Silent Hill: Sinner's Reward #1
Review
Credits
- Words: Tom Waltz
- Art: Steph Stamb
- Inks: Steph Stamb
- Colors: Steph Stamb
- Story Title: Sinner's Reward
- Publisher: IDW Publishing
- Price: $3.99
- Release Date: Feb 27, 2008
Posted by Dave Baxter on Feb 29, 2008
Tags: hill, idw, reward, silent, sinner\'s
After a movie and several comic book mini-series, all of which replayed the sensibilities and general intent of their source material (well, except for the movie, which was perhaps too much of its own beast), Silent Hill at last gets a spin-off that’s strong enough to stand on its own two feet and yet embody all that makes the games the bloody horror-filled goodness they are, and yet it’s also a story that works as a story.

Jack is a mob hitman. Jill is a mob boss’ wife. Jack and Jill are on the run, together, a passion-fueled escape that doesn’t make it far: just to the outskirts of…you guessed it… Silent Hill, whereupon tragedy strikes. The mob men catch up, Jack is attacked, Jill is held hostage, and the place to settle the score and get her back is the town on the border of a Hell-like dimension. That part sounds relatively par for the Silent Hill course, but the merit of the book rests in its sheer character depth and wordsmithery strength, its shocking ability to be something more than a tired old retread.
How to make a licensed story worthwhile? If you can’t really change anything or write the epic to end all epic moments of the franchise, how do you write a simple tie-in without it becoming instantly obsolete?

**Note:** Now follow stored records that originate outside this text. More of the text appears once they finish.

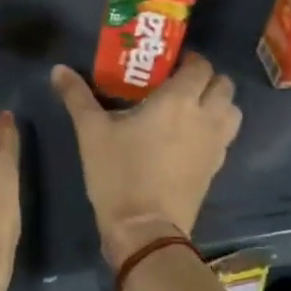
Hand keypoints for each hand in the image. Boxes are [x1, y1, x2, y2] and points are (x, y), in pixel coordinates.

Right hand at [51, 52, 241, 266]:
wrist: (145, 230)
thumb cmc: (119, 173)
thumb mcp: (91, 132)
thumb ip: (76, 96)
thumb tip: (58, 69)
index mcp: (178, 100)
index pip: (200, 66)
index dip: (188, 60)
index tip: (167, 64)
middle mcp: (205, 117)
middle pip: (224, 85)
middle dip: (206, 79)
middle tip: (178, 84)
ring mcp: (215, 145)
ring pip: (232, 111)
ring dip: (217, 103)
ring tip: (190, 108)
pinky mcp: (215, 169)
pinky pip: (225, 137)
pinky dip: (215, 129)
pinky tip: (189, 137)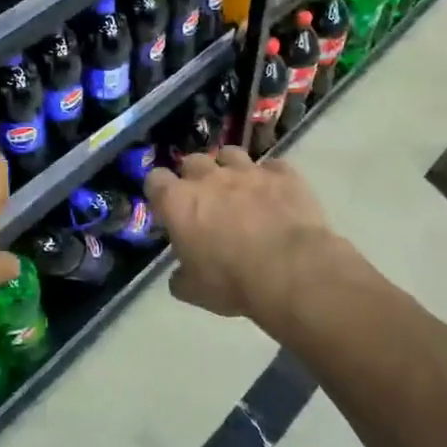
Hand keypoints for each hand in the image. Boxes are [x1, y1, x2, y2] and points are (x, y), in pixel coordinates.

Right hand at [145, 147, 333, 321]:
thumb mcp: (195, 291)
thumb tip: (180, 275)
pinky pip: (272, 167)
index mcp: (179, 202)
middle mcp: (209, 177)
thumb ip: (181, 277)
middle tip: (205, 201)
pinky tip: (275, 195)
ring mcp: (248, 171)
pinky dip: (270, 179)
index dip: (159, 191)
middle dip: (194, 177)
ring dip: (230, 169)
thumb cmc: (232, 282)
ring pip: (230, 154)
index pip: (155, 180)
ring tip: (239, 190)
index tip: (166, 207)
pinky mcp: (283, 174)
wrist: (290, 270)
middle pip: (192, 161)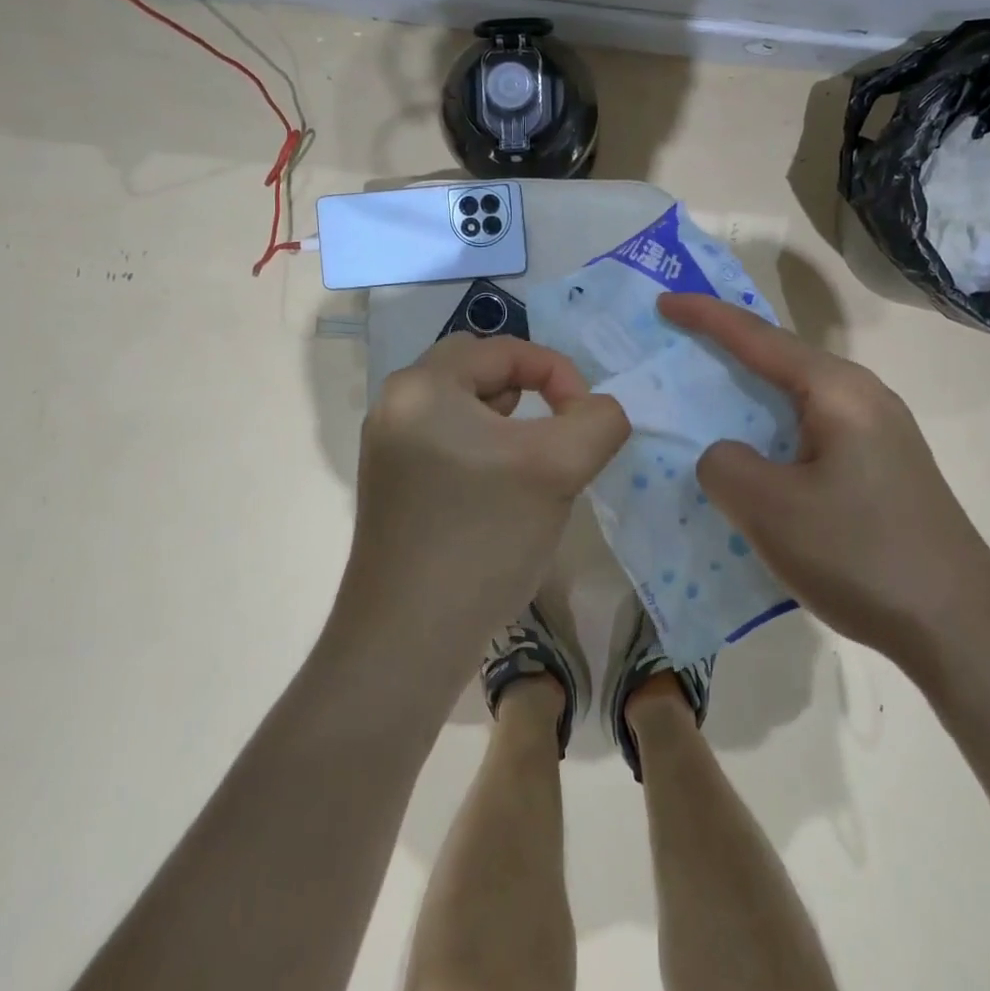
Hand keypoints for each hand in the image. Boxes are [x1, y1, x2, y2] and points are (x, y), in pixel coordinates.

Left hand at [346, 334, 629, 663]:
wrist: (408, 640)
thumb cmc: (482, 537)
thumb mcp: (558, 468)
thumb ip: (598, 421)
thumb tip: (601, 411)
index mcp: (423, 385)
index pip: (505, 350)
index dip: (559, 373)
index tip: (586, 420)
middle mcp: (396, 405)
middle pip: (479, 371)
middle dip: (529, 392)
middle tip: (553, 434)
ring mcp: (388, 448)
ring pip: (465, 408)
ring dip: (508, 423)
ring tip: (530, 465)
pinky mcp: (392, 486)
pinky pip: (449, 442)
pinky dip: (484, 450)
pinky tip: (500, 495)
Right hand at [659, 293, 989, 666]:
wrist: (962, 628)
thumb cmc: (860, 554)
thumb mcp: (770, 510)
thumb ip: (725, 466)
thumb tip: (728, 456)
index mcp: (837, 390)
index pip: (758, 337)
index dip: (706, 316)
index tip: (663, 302)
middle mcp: (863, 396)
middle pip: (781, 358)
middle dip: (728, 349)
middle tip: (680, 344)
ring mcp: (880, 432)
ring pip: (798, 398)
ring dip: (751, 394)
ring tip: (708, 397)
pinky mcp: (883, 467)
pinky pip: (813, 430)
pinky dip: (773, 430)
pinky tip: (757, 459)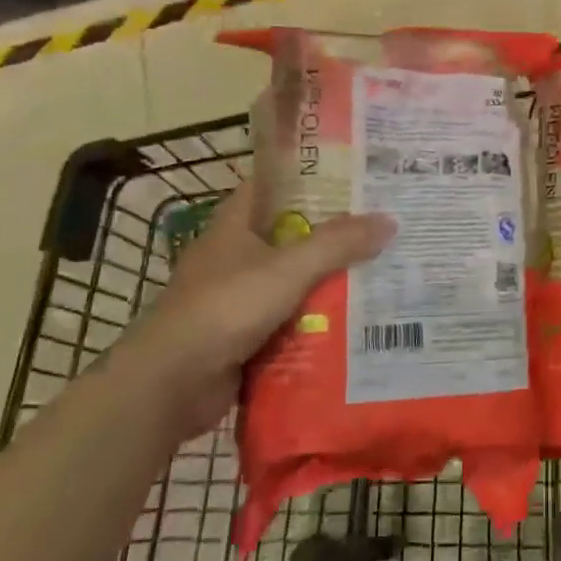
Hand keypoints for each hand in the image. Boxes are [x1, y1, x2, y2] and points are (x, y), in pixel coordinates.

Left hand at [117, 183, 393, 440]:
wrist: (171, 384)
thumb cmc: (225, 308)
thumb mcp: (288, 268)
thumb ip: (338, 244)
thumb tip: (389, 221)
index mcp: (234, 226)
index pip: (273, 186)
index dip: (310, 177)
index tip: (354, 176)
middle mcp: (235, 256)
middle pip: (291, 235)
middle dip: (333, 234)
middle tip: (383, 228)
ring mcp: (238, 299)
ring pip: (294, 281)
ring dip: (330, 282)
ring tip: (381, 273)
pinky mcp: (244, 336)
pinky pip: (290, 321)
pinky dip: (317, 322)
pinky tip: (356, 322)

Writer Tom Waltz, an expectation-defying new talent when it comes to handling either his own comics (Children of the Grave) or even another celebrity’s paper-thin conceit (Zipper), once again defies those pesky expectations by establishing a profound character in runaway mob man Jack. Not that there’s anything unique to Jack in basic mold. In fact, he’s a relatively by-the-books characterization: troubled childhood, abusive father that trained him to be a killer (kind of a Cain/Batgirl relationship going here), and then an identity crisis that leads him to ply for a better (or at least different) life with Jill.

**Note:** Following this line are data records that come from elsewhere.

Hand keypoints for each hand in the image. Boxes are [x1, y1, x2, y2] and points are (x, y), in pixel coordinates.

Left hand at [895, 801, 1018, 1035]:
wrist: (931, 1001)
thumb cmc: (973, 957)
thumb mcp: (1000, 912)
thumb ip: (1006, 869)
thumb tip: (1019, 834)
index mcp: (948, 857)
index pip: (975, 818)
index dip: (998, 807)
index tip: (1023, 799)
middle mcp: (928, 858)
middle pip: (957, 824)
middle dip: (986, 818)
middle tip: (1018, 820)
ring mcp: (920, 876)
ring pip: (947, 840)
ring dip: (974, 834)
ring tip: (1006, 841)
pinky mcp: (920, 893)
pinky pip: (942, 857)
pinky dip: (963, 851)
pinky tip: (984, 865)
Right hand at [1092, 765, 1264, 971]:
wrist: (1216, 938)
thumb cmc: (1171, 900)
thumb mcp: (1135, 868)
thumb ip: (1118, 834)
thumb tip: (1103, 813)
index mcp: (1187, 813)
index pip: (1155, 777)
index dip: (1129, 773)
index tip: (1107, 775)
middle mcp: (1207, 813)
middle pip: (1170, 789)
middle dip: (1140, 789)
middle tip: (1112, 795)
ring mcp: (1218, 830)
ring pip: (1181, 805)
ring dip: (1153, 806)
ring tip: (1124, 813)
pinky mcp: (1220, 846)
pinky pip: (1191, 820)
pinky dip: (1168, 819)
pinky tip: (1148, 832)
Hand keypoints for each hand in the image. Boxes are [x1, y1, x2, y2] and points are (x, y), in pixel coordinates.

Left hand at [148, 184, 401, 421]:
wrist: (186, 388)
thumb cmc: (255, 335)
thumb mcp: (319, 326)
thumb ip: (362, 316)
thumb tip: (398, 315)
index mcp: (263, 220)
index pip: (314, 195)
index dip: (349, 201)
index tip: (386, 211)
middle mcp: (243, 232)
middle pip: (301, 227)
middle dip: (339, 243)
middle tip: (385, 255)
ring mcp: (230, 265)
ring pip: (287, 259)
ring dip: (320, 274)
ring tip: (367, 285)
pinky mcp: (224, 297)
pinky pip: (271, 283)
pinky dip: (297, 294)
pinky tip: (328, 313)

But safe and familiar clichés are never more enjoyable than when a writer stops on by and presents them with an intelligence and dexterity hardly ever before seen, showing that, in general, it’s never been shown properly at all. Waltz opens with a fantastic first two pages, an extremely clever set-up, and from thereon in never lets up for a single panel, swinging between Jack’s past, his inner doubts, his innate ferocity, and the menace of a looming Silent Hill and the mob men that act as catalysts for more. It’s a naturally-paced machine of a comic that pours heart and soul and misery and tragedy and approaching terror all into one bow-tied package. It hardly matters that this is a “Silent Hill” book. It’s a phenomenal horror comic, or a phenomenal start at any rate.
Of course, who would ever give the story of a comic the time of day if the art didn’t impel them to? And Steph Stamb will impel, and compel, and twist all of your limbs at once while tears stream down your eyes in lieu of blinking. His art is extremely atmospheric and layered, an excellent choice for a Silent Hill book, grotesque and drenched in stylistic smudges and grit and slathered in sepia and other such modern day horror necessities. His layouts are organic, his action gorgeous, and there’s a slight photorealistic stiffness to the characters that enhances the creep factor sweetly.

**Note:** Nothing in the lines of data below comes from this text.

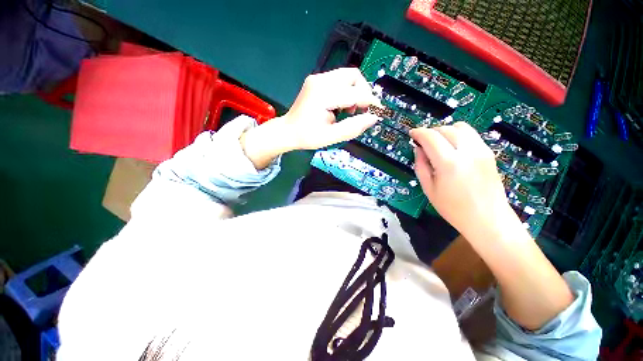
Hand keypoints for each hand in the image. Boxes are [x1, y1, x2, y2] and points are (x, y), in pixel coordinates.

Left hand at [240, 68, 380, 168]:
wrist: (288, 131)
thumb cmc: (307, 136)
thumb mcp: (330, 137)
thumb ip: (353, 128)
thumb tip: (373, 118)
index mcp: (323, 95)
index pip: (355, 92)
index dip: (370, 101)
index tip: (378, 111)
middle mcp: (320, 81)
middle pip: (353, 76)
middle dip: (363, 92)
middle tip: (360, 111)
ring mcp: (317, 78)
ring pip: (348, 76)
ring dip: (355, 91)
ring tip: (349, 110)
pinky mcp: (317, 81)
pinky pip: (340, 80)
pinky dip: (347, 91)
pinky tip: (341, 105)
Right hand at [412, 123, 574, 330]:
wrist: (494, 226)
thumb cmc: (456, 214)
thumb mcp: (430, 192)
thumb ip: (423, 168)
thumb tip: (419, 153)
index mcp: (449, 164)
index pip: (430, 137)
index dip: (418, 133)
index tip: (410, 134)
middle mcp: (468, 155)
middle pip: (447, 129)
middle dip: (431, 131)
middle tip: (421, 140)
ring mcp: (483, 155)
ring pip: (462, 130)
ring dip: (446, 133)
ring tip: (435, 145)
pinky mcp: (491, 159)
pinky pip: (472, 140)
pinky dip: (458, 139)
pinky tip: (452, 152)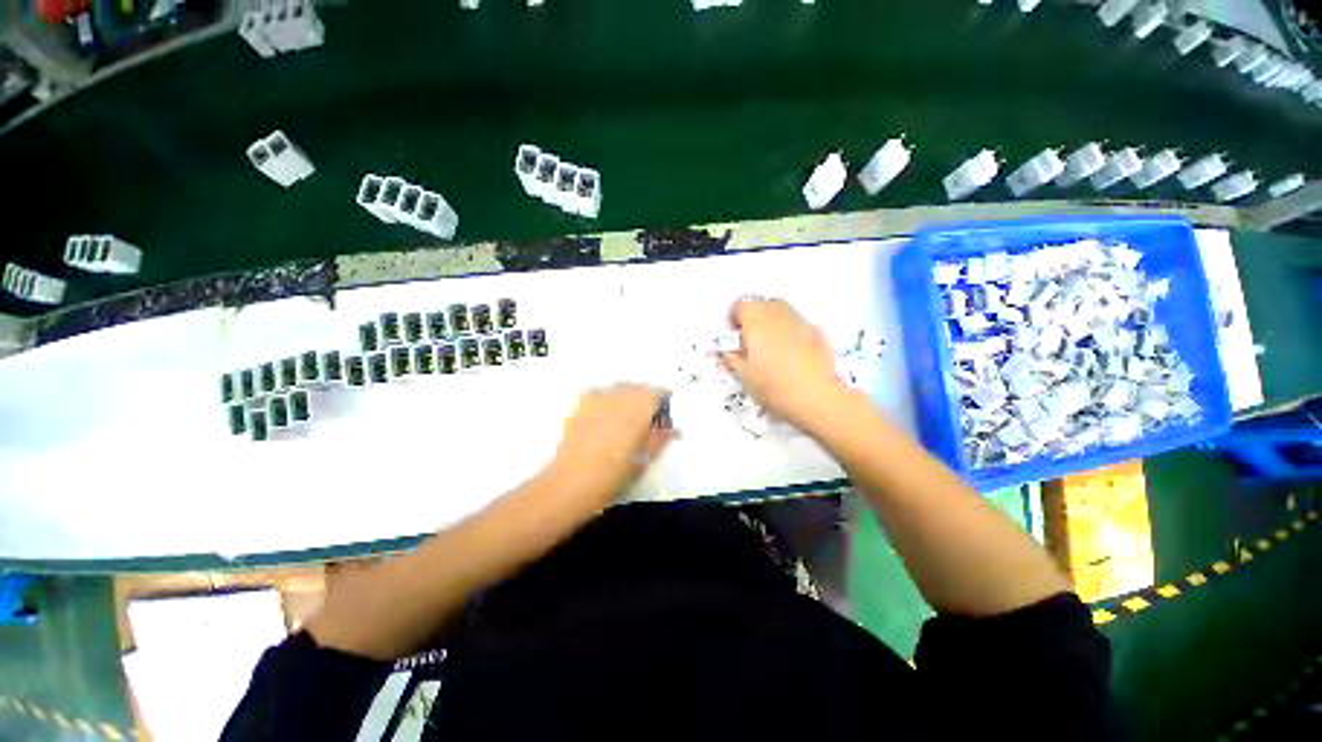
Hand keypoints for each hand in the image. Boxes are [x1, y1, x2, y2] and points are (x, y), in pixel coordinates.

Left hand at [545, 384, 673, 507]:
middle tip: (646, 414)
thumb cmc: (614, 474)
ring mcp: (597, 399)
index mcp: (640, 408)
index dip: (663, 399)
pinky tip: (601, 413)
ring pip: (617, 387)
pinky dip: (603, 398)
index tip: (664, 410)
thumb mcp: (645, 459)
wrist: (573, 482)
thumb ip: (660, 439)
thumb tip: (673, 430)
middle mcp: (619, 396)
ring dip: (625, 395)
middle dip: (644, 396)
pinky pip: (596, 393)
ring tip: (624, 414)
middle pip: (637, 387)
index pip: (658, 392)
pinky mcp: (579, 405)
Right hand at [719, 297, 847, 430]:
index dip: (734, 317)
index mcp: (756, 321)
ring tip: (770, 345)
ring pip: (782, 311)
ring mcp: (800, 321)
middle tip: (750, 339)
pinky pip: (797, 323)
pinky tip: (790, 353)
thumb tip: (727, 350)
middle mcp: (778, 314)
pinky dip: (789, 331)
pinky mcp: (818, 332)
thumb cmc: (773, 386)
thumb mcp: (744, 376)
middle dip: (754, 317)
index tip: (733, 334)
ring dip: (772, 321)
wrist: (817, 397)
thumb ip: (732, 358)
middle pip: (762, 304)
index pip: (741, 304)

All in all, Sinner’s Reward is an excellent horror book, and for once, it’s a book enhanced for being a franchise-related thing rather than a pure stand alone. Waltz utilizes the legendary status of Hill to superb effect, and when coupled with Stamb’s pages, the actual comic becomes something rare to find. So take advantage and enjoy this. We won’t, likely, get another like it anytime soon.